*What needs to be done*
Wherever a line in the records below contains "Oaks", copy that line.

[Collected data]
--------------------
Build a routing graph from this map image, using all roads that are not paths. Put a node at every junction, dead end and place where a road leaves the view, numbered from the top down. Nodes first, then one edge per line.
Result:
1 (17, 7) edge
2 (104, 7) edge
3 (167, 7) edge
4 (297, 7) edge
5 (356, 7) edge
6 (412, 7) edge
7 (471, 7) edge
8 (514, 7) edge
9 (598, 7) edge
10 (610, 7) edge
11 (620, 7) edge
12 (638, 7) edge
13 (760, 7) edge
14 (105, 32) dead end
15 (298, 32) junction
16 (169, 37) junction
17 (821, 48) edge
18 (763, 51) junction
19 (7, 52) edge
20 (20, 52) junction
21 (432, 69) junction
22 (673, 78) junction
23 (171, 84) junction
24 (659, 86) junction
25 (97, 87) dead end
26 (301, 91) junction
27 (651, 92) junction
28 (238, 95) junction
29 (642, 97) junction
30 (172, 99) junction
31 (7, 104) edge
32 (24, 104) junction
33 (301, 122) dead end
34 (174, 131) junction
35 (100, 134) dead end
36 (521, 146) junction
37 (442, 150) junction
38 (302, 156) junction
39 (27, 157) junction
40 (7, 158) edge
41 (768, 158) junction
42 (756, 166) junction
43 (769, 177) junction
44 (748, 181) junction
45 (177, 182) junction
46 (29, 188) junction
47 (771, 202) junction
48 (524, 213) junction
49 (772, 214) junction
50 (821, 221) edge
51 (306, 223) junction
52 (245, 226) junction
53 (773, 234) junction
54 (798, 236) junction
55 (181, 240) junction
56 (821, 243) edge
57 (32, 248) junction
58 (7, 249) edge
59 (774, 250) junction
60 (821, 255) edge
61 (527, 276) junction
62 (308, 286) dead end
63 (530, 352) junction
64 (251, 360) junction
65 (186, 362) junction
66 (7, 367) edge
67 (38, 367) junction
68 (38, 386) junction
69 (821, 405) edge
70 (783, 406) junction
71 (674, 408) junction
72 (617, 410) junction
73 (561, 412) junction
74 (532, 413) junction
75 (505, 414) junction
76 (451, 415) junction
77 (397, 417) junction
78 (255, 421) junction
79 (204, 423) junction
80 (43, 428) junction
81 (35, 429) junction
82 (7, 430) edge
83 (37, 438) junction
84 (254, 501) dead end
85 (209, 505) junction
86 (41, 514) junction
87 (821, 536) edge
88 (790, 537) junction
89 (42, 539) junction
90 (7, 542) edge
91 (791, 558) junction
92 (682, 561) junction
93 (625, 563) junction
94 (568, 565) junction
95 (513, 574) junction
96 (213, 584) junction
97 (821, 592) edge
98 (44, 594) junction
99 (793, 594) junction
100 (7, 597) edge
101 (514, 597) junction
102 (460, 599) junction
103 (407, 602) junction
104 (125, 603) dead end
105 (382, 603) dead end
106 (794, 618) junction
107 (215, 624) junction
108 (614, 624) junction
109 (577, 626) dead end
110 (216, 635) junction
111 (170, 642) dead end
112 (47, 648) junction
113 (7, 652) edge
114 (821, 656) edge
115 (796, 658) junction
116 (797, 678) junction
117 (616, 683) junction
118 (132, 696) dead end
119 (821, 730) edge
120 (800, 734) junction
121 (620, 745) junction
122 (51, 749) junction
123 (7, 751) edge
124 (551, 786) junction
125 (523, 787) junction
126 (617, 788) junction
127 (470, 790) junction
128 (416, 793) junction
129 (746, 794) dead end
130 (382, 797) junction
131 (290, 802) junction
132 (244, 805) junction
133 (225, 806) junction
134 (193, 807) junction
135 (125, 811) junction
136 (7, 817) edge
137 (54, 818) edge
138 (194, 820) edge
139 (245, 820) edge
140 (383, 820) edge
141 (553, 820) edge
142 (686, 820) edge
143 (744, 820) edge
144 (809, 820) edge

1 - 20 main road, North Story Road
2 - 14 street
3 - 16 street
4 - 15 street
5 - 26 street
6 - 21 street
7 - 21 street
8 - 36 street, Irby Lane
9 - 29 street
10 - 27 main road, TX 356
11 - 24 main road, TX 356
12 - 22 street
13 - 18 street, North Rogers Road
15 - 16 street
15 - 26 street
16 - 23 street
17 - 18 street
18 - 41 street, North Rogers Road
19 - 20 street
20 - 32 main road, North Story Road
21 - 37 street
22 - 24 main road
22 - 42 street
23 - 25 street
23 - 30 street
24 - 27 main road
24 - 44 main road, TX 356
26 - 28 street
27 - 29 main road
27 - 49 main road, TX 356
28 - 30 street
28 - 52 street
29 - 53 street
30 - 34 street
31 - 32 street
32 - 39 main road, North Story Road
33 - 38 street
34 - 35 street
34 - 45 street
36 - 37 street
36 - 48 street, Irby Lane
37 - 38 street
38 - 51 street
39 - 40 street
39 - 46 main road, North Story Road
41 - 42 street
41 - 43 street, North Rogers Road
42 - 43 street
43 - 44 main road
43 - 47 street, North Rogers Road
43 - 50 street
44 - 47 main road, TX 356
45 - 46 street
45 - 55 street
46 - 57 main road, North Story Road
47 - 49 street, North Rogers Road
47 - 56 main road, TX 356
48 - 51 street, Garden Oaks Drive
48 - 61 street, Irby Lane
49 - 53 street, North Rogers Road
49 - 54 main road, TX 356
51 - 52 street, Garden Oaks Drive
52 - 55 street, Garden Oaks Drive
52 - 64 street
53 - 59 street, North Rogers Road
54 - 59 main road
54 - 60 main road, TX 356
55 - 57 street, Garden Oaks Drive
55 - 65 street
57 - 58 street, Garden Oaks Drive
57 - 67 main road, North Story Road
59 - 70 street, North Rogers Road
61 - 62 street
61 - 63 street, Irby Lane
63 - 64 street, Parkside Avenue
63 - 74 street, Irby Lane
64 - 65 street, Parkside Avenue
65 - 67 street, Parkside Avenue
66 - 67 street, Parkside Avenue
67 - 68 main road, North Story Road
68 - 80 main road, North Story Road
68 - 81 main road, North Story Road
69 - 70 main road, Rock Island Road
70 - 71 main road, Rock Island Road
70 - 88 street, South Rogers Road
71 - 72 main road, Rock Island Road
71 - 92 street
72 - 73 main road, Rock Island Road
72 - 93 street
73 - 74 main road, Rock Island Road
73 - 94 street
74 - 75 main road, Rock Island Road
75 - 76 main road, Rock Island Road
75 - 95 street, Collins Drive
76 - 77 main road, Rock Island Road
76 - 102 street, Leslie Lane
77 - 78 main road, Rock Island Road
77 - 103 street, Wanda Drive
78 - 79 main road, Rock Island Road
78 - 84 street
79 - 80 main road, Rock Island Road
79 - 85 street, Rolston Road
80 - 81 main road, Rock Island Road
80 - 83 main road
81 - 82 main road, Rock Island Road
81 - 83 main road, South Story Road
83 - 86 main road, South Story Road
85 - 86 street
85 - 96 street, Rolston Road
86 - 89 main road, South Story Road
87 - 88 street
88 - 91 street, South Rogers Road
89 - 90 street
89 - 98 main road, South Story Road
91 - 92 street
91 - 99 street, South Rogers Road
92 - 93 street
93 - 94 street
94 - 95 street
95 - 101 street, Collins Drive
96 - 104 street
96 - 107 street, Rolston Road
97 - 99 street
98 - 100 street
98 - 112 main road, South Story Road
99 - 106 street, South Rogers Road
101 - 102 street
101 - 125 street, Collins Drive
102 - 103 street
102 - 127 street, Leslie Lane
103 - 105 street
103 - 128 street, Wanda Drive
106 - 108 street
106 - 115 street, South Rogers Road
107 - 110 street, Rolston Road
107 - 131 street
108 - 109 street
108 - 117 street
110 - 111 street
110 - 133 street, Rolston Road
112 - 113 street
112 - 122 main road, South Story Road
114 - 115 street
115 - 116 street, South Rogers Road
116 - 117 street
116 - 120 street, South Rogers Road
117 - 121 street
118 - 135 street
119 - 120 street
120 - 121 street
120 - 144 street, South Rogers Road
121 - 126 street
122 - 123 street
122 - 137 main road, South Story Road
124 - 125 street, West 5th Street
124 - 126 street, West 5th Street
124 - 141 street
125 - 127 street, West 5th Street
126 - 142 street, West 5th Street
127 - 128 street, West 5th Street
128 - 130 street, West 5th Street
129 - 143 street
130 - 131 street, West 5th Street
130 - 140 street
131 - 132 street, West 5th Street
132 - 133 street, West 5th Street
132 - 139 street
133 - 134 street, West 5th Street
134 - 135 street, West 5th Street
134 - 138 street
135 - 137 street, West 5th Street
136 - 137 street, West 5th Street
--------------------
*Your solution*
48 - 51 street, Garden Oaks Drive
51 - 52 street, Garden Oaks Drive
52 - 55 street, Garden Oaks Drive
55 - 57 street, Garden Oaks Drive
57 - 58 street, Garden Oaks Drive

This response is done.